Task:
Print the line that contains "middle dip: (625, 209)" and every line that follows it in the data below, ending with the final line; include nothing else.

[Structured pose outputs]
_ _ _ _

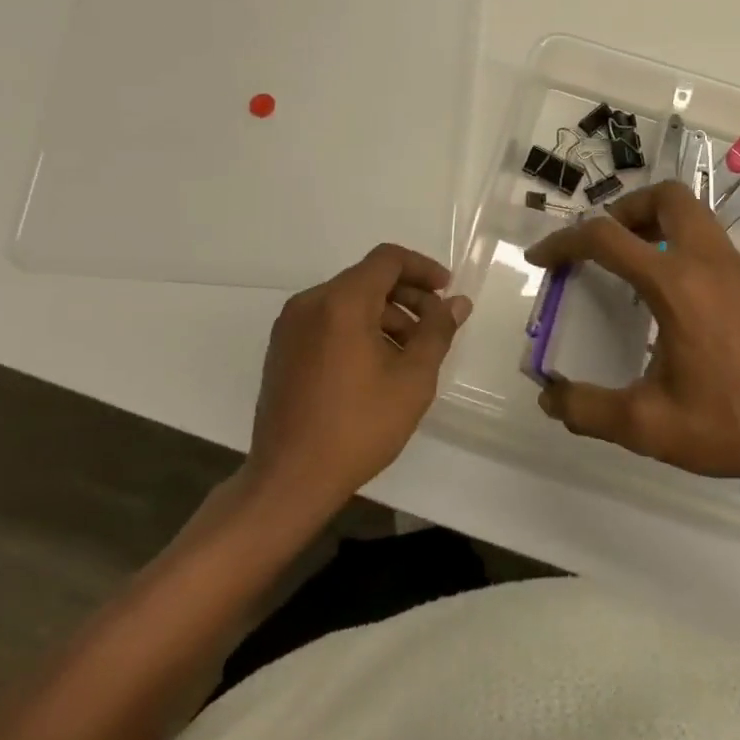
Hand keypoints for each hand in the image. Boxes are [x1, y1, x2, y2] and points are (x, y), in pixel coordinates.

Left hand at [245, 243, 470, 515]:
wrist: (289, 480)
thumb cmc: (358, 426)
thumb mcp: (412, 379)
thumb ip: (437, 332)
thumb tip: (457, 302)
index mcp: (341, 302)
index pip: (388, 259)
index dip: (423, 268)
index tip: (446, 291)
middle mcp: (310, 303)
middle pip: (367, 278)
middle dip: (407, 295)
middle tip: (435, 326)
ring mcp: (290, 326)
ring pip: (348, 301)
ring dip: (384, 315)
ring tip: (409, 353)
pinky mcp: (282, 349)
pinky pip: (327, 321)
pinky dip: (357, 328)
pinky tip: (376, 365)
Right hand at [524, 180, 739, 492]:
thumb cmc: (732, 425)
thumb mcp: (649, 426)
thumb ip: (589, 410)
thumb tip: (549, 397)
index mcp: (676, 284)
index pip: (606, 238)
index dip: (564, 242)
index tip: (541, 258)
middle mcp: (707, 261)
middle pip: (665, 196)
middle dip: (625, 209)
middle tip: (604, 246)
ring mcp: (737, 268)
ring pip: (693, 213)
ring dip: (655, 222)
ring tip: (633, 265)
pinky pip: (709, 240)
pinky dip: (680, 244)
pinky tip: (673, 297)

_ _ _ _

Exercise output:
middle dip: (625, 209)
middle tip: (604, 246)
ring mcp: (737, 268)
ring pip: (693, 213)
ring dip: (655, 222)
ring tip: (633, 265)
pinky pip: (709, 240)
pinky dip: (680, 244)
pinky tip: (673, 297)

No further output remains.